É pela palavra, mais do que pela prática diaconal, que a igreja proclama o Evangelho do Reino de Deus. É usando a palavra do ponto de vista do opressor que a igreja normalmente proclama o Evangelho. Falo só em Evangelho, pois ela pouco fala do Reino de Deus, que é a mensagem central de Jesus Cristo conforme Lc 4.43. Por que? Porque o Evangelho do Reino de Deus faz parte da utopia camponesa que tem suas raízes fincadas desde as lutas camponesas do AT e se encarna no movimento camponês guiado pelo camponês Jesus de Nazaré, o Filho de Deus. Por isso a igreja optou em falar apenas em Jesus Cristo e muito pouco no Evangelho do Reino de Deus e a igreja romana até sugere que se diga apenas: Cristo, porque o Jesus histórico é muito subversivo. Imagine Javé se torna classe camponesa em Jesus de Nazaré e não fala a linguagem da oficialidade religiosa. Não reproduz a teologia oficial, muito pelo contrário, abertamente desobedece as leis religiosas e não se submete à hierarquia, pior ainda, enfrenta publicamente a hierarquia e deixa a hierarquia sem resposta diante das questões que este camponês leigo coloca, galileu ainda por cima. É uma afronta à ordem! Como falar deste Jesus histórico, que nem sacerdote era, e foi morto como subversivo e herege por não se submeter à hierarquia religiosa. Como uma instituição religiosa pode falar de alguém assim, isto seria legitimar a heresia e a subversão e acima de tudo a desobediência. Esta ordem veio de Roma após o padre espanhol José Antonio Pagola ter publicado seu livro: "Jesus. Aproximação Histórica", aqui no Brasil pela Vozes. É a utopia camponesa sendo pedra de tropeço para a oficialidade eclesiástica. É a tentativa de crucificar o Jesus histórico pela segunda vez, agora na forma de sua palavra; coisas da oficialidade. Também, mania de Javé se tornar peão em vez de patrão. Se Javé tivesse se tornado patrão tudo seria muito mais fácil, não haveria toda esta necessidade e trabalheira de esconder a opção classista camponesa de Javé em Jesus Cristo. Está na hora de excomungar Javé da igreja, por desobediência eclesiástica! No mínimo condená-lo ao voto do silêncio: não pode mais dar aulas, nem fazer palestras e nem escrever e publicar seus textos.

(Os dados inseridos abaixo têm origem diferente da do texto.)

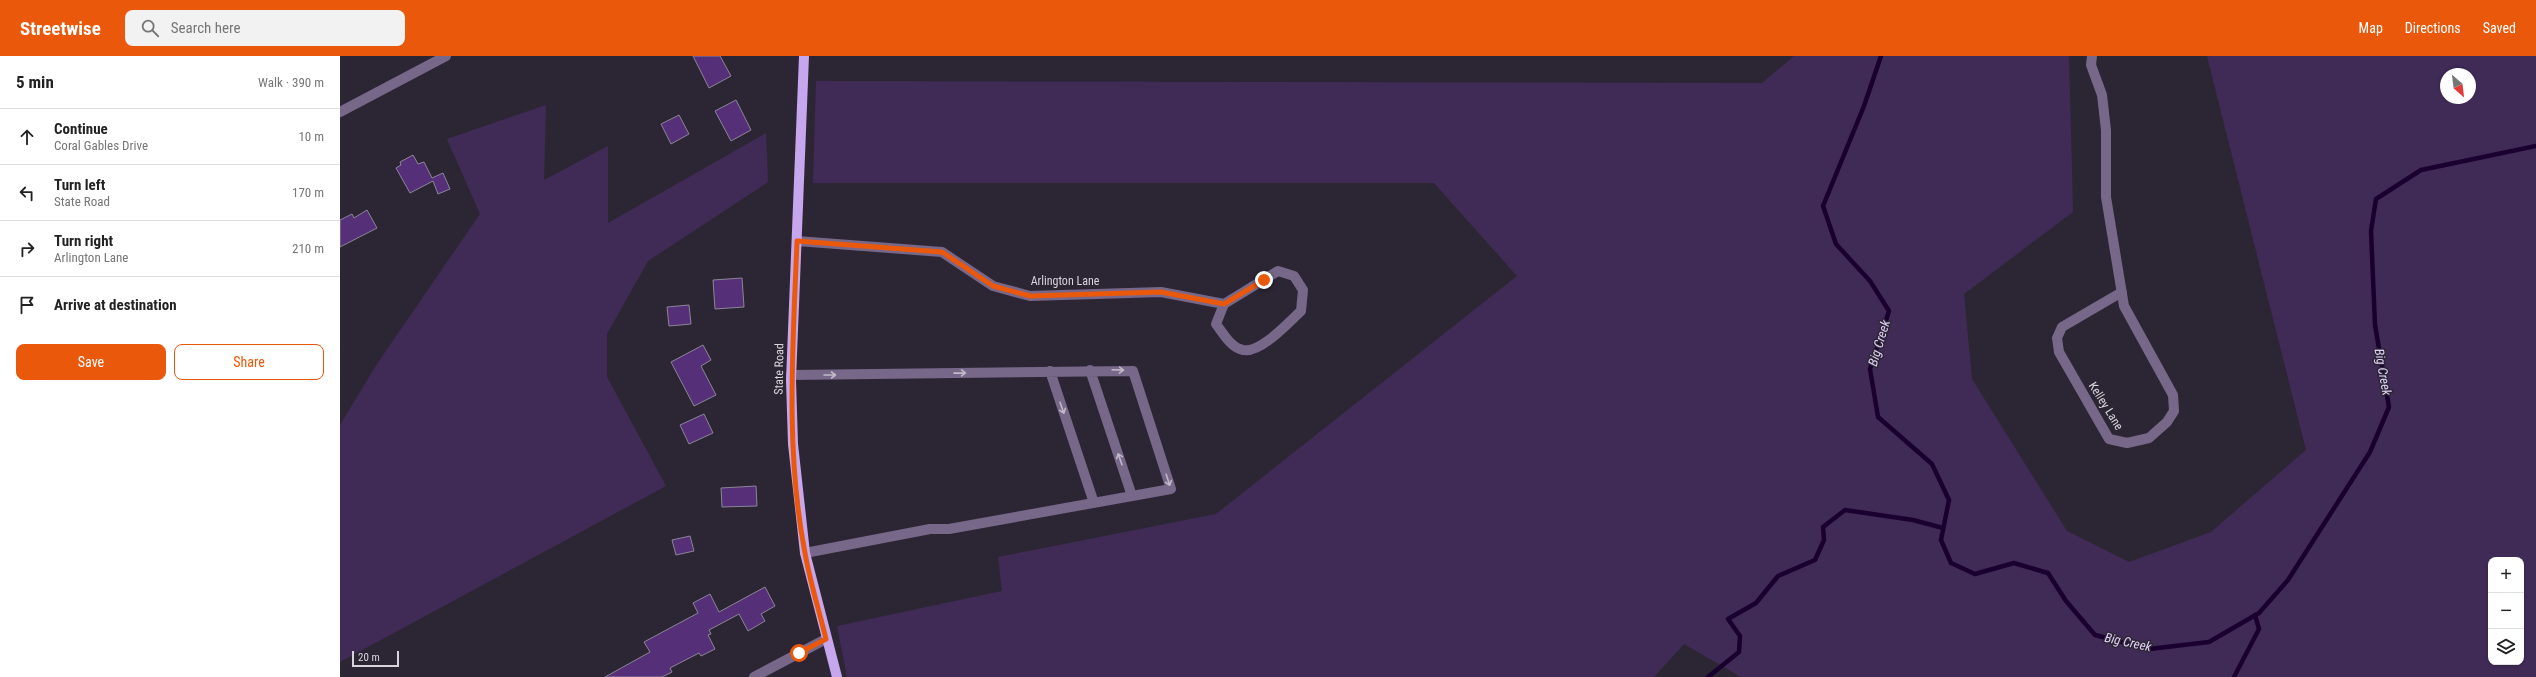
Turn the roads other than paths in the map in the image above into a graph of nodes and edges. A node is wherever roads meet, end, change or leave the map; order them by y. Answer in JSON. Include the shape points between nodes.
{"nodes":[{"id":1,"x":446,"y":56,"type":"edge"},
{"id":2,"x":804,"y":56,"type":"edge"},
{"id":3,"x":2092,"y":56,"type":"edge"},
{"id":4,"x":340,"y":112,"type":"edge"},
{"id":5,"x":797,"y":241,"type":"junction"},
{"id":6,"x":2122,"y":292,"type":"junction"},
{"id":7,"x":1224,"y":304,"type":"junction"},
{"id":8,"x":1090,"y":370,"type":"junction"},
{"id":9,"x":1050,"y":371,"type":"junction"},
{"id":10,"x":791,"y":375,"type":"junction"},
{"id":11,"x":1132,"y":496,"type":"junction"},
{"id":12,"x":1094,"y":503,"type":"junction"},
{"id":13,"x":804,"y":553,"type":"junction"},
{"id":14,"x":826,"y":639,"type":"junction"},
{"id":15,"x":754,"y":677,"type":"edge"},
{"id":16,"x":837,"y":677,"type":"edge"}],
"edges":[{"from":1,"to":4,"type":"street"},
{"from":2,"to":5,"type":"main road","name":"State Road"},
{"from":3,"to":6,"type":"street","name":"Kelley Lane","via":[[2106,123],[2106,197]]},
{"from":5,"to":7,"type":"street","name":"Arlington Lane","via":[[942,252],[993,286],[1030,296],[1161,292]]},
{"from":5,"to":10,"type":"main road","name":"State Road"},
{"from":6,"to":6,"type":"street","name":"Kelley Lane","via":[[2062,327],[2057,338],[2059,352],[2110,440],[2127,443],[2149,438],[2167,422],[2174,411],[2173,395],[2124,306]]},
{"from":7,"to":7,"type":"street","via":[[1278,271],[1294,276],[1302,290],[1301,312],[1258,349],[1242,350],[1230,342],[1216,324]]},
{"from":8,"to":9,"type":"street"},
{"from":11,"to":8,"type":"street","one_way":true},
{"from":8,"to":11,"type":"street","one_way":true,"via":[[1134,371],[1171,488]]},
{"from":10,"to":9,"type":"street","one_way":true},
{"from":9,"to":12,"type":"street","one_way":true},
{"from":10,"to":13,"type":"main road","name":"State Road","via":[[793,444]]},
{"from":11,"to":12,"type":"street"},
{"from":12,"to":13,"type":"street","via":[[949,529],[930,529]]},
{"from":13,"to":14,"type":"main road","name":"State Road"},
{"from":14,"to":15,"type":"street"},
{"from":14,"to":16,"type":"main road","name":"State Road"}]}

A linguagem da vida falada pelo camponês João Virgílio é a linguagem de Deus. Linguagem encarnada na mulher do João Pedro Teixeira, a Elisabeth Teixeira, que continuou a luta da Liga Camponesa de Sapé e de todo o movimento camponês a nível de país. Cai um e a outra continua a caminhada. Mas a repressão não tem gênero e nem etnia, apenas classe (o homem assume e reproduz o papel da classe opressora, hoje capitalista, ao reprimir a mulher), é igual para todos que sonham o sonho de Deus em construir a vida livres. Antes de haver propriedade privada dos meios de produção e, portanto classes sociais, a mulher era tratada de outra forma e tinha outro espaço na sociedade. Por isso a camponesa Elizabeth Teixeira teve que cair na clandestinidade e ressurgir apenas 20 anos depois.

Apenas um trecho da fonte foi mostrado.